• GIVEN RECORDS
+++

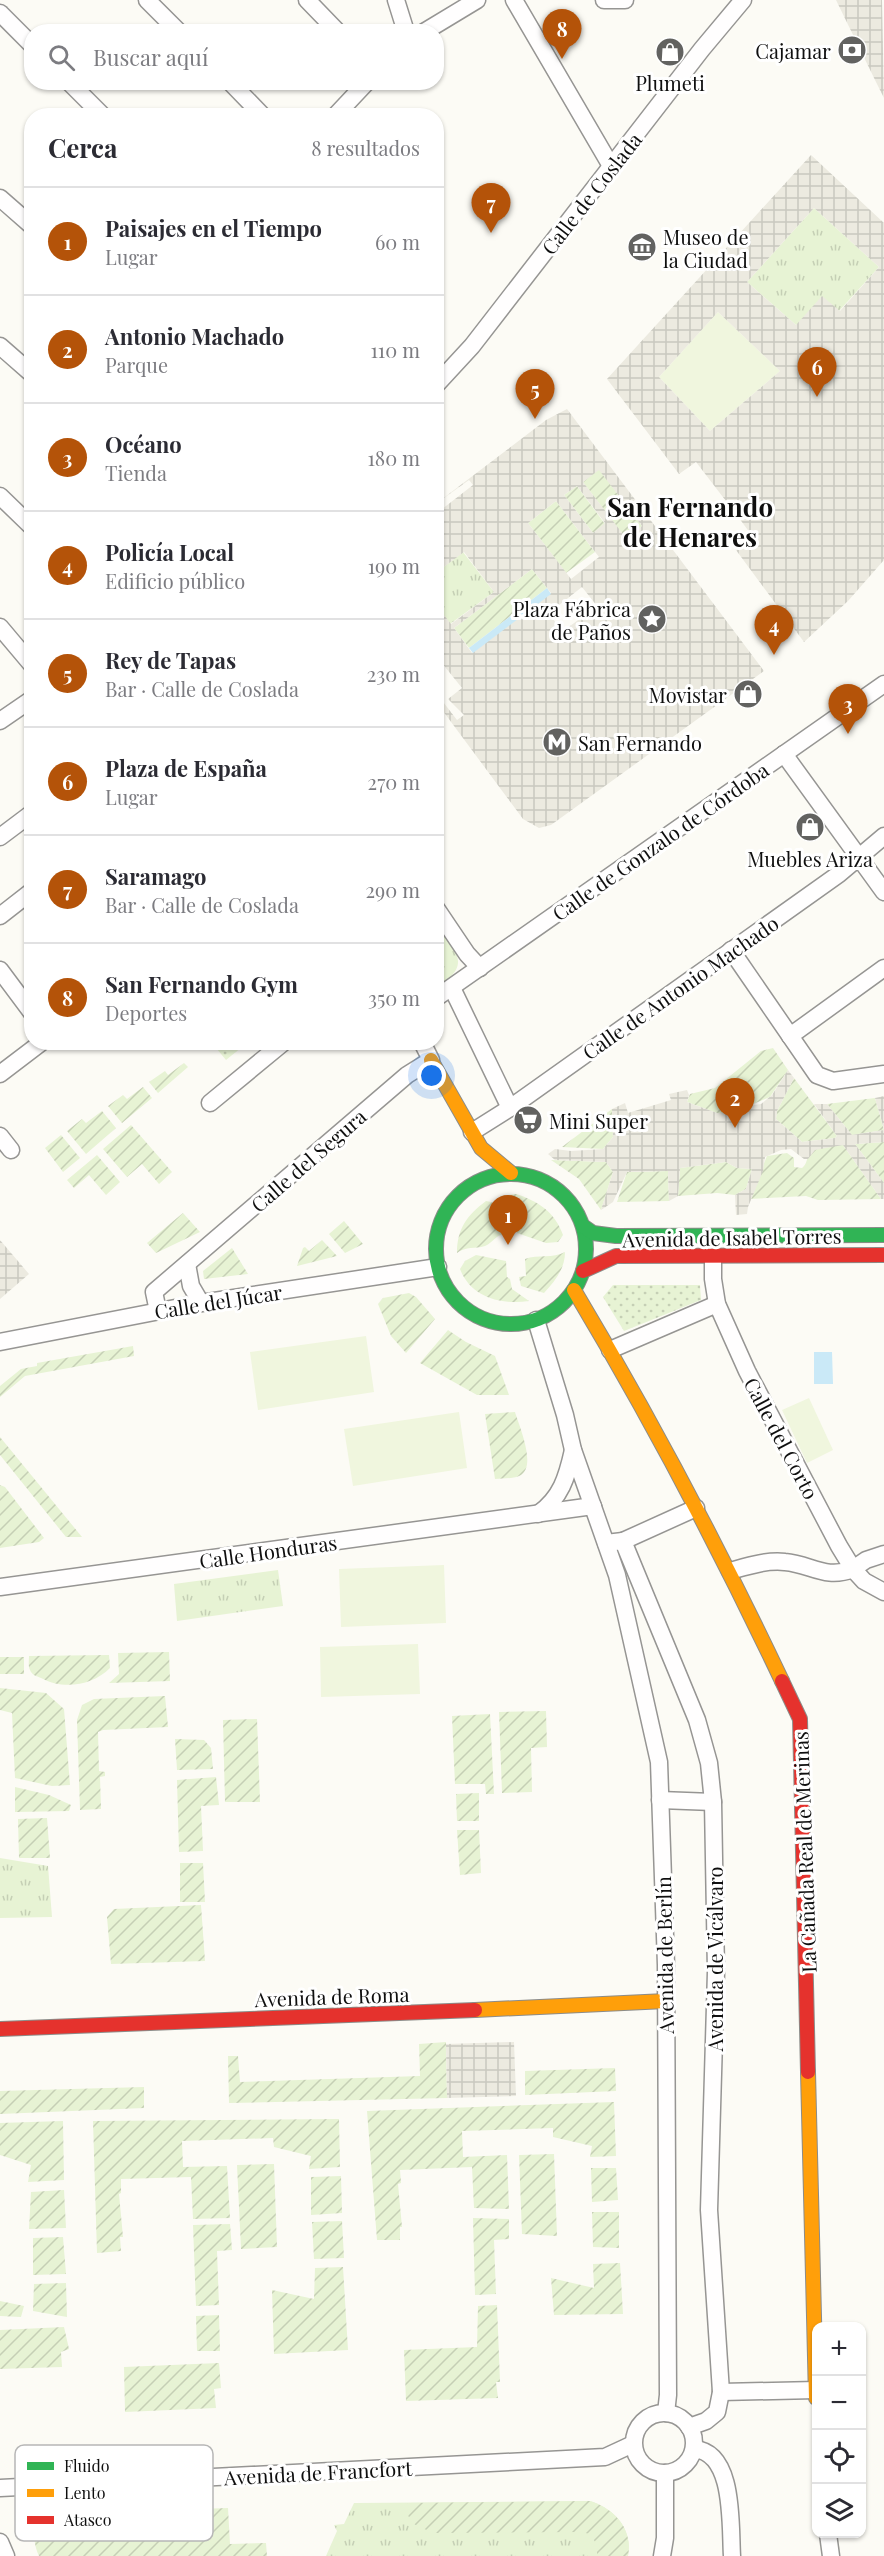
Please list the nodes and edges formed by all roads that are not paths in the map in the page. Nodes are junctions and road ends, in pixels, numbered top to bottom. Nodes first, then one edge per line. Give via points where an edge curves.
1 (147, 0) edge
2 (307, 0) edge
3 (396, 0) edge
4 (477, 0) edge
5 (514, 0) edge
6 (604, 0) edge
7 (625, 0) edge
8 (743, 0) edge
9 (0, 13) edge
10 (171, 24) edge
11 (330, 24) edge
12 (404, 24) edge
13 (437, 24) edge
14 (24, 37) edge
15 (77, 90) edge
16 (238, 90) edge
17 (359, 90) edge
18 (95, 108) edge
19 (255, 108) edge
20 (343, 108) edge
21 (611, 166) junction
22 (0, 198) edge
23 (24, 219) edge
24 (2, 352) edge
25 (24, 368) edge
26 (444, 376) edge
27 (0, 496) edge
28 (24, 519) edge
29 (0, 627) edge
30 (24, 655) edge
31 (884, 684) edge
32 (24, 704) edge
33 (0, 721) edge
34 (784, 754) junction
35 (24, 819) edge
36 (884, 836) edge
37 (0, 837) edge
38 (859, 858) junction
39 (884, 892) edge
40 (24, 897) edge
41 (0, 916) edge
42 (444, 920) edge
43 (731, 950) junction
44 (480, 968) junction
45 (884, 968) edge
46 (0, 970) edge
47 (452, 988) junction
48 (444, 993) edge
49 (24, 1002) edge
50 (790, 1035) junction
51 (32, 1050) edge
52 (274, 1050) edge
53 (426, 1050) edge
54 (431, 1060) junction
55 (0, 1074) edge
56 (884, 1074) edge
57 (210, 1103) dead end
58 (510, 1108) junction
59 (472, 1132) junction
60 (0, 1136) edge
61 (481, 1148) junction
62 (11, 1150) dead end
63 (511, 1173) junction
64 (471, 1185) junction
65 (583, 1226) junction
66 (884, 1235) edge
67 (884, 1255) edge
68 (713, 1257) junction
69 (187, 1264) junction
70 (438, 1267) junction
71 (583, 1271) junction
72 (574, 1290) junction
73 (201, 1303) junction
74 (717, 1304) junction
75 (158, 1311) junction
76 (536, 1320) junction
77 (0, 1342) edge
78 (610, 1350) junction
79 (573, 1450) junction
80 (593, 1506) junction
81 (696, 1508) junction
82 (537, 1514) junction
83 (615, 1542) junction
84 (884, 1554) edge
85 (853, 1569) junction
86 (730, 1571) junction
87 (0, 1587) edge
88 (883, 1595) edge
89 (660, 1800) junction
90 (713, 1802) junction
91 (666, 2001) junction
92 (0, 2029) edge
93 (816, 2376) edge
94 (722, 2392) junction
95 (812, 2394) edge
96 (666, 2413) junction
97 (689, 2427) junction
98 (633, 2444) junction
99 (694, 2449) junction
100 (665, 2473) junction
101 (213, 2477) edge
102 (15, 2487) edge
103 (0, 2488) edge
104 (829, 2538) edge
105 (0, 2542) edge
106 (6, 2556) edge
107 (662, 2556) edge
108 (732, 2556) edge
109 (831, 2556) edge

1 - 10 street
2 - 11 street
3 - 12 street
4 - 13 street
5 - 21 street
6 - 7 street
8 - 21 street, Calle de Coslada
9 - 14 street
15 - 18 street
16 - 19 street
17 - 20 street
21 - 26 street, Calle de Coslada via 472,346
22 - 23 street
24 - 25 street
27 - 28 street
29 - 30 street
31 - 34 street, Calle de Gonzalo de Córdoba
32 - 33 street
34 - 38 street
34 - 44 street, Calle de Gonzalo de Córdoba
35 - 37 street
36 - 38 street, Calle de Antonio Machado
38 - 39 street
38 - 43 street, Calle de Antonio Machado
40 - 41 street
42 - 44 street
43 - 50 street
43 - 58 street, Calle de Antonio Machado
44 - 47 street, Calle de Gonzalo de Córdoba
45 - 50 street
46 - 49 street
47 - 48 street, Calle de Gonzalo de Córdoba
47 - 58 street
50 - 56 street via 809,1066 825,1080
51 - 55 street
52 - 57 street
53 - 54 street
54 - 59 street
54 - 69 street, Calle del Segura via 407,1075
58 - 59 street, Calle de Antonio Machado
59 - 61 street
60 - 62 street
61 - 63 street
61 - 64 street
63 - 64 street via 490,1176
63 - 65 street via 535,1177 555,1188 572,1204
64 - 70 street via 453,1200 439,1225 435,1253
65 - 66 street, Avenida de Isabel Torres via 593,1233 616,1236
65 - 71 street
67 - 68 street, Avenida de Isabel Torres
68 - 71 street, Avenida de Isabel Torres via 616,1256
68 - 74 street, Calle del Corto
69 - 73 street via 191,1286
69 - 75 street, Calle del Segura via 154,1292
70 - 73 street, Calle del Júcar
70 - 76 street via 455,1300 475,1315 498,1323
71 - 72 street
72 - 76 street via 557,1308
72 - 78 street, La Cañada Real de Merinas
73 - 75 street, Calle del Júcar
74 - 78 street
74 - 85 street, Calle del Corto via 747,1371
75 - 77 street, Calle del Júcar
76 - 79 street
78 - 81 street, La Cañada Real de Merinas
79 - 80 street
79 - 82 street via 563,1487 551,1504
80 - 82 street, Calle Honduras
80 - 83 street, Avenida de Berlín
81 - 83 street
81 - 86 street, La Cañada Real de Merinas
82 - 87 street, Calle Honduras
83 - 89 street, Avenida de Berlín via 617,1575 659,1762
83 - 90 street, Avenida de Vicálvaro via 697,1720 709,1763
84 - 85 street
85 - 86 street via 841,1574 824,1573 786,1562 760,1562
85 - 88 street
86 - 93 street, La Cañada Real de Merinas via 800,1719
89 - 90 street
89 - 91 street, Avenida de Berlín
90 - 94 street, Avenida de Vicálvaro via 716,1972 709,2210
91 - 92 street, Avenida de Roma
91 - 96 street, Avenida de Berlín
94 - 95 street
94 - 97 street, Avenida de Vicálvaro via 717,2412
96 - 97 street via 676,2415
96 - 98 street via 646,2418 635,2433
97 - 99 street
98 - 100 street via 646,2468
98 - 101 street, Avenida de Francfort via 605,2457
99 - 100 street via 683,2467
99 - 108 street via 705,2450 717,2461 726,2485
100 - 107 street
102 - 103 street, Avenida de Francfort
104 - 109 street
105 - 106 street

+++

• EXERCISE
Your answer should be a single number: the count of lines in these records that hold the string "Honduras".

• RESPONSE BELOW
2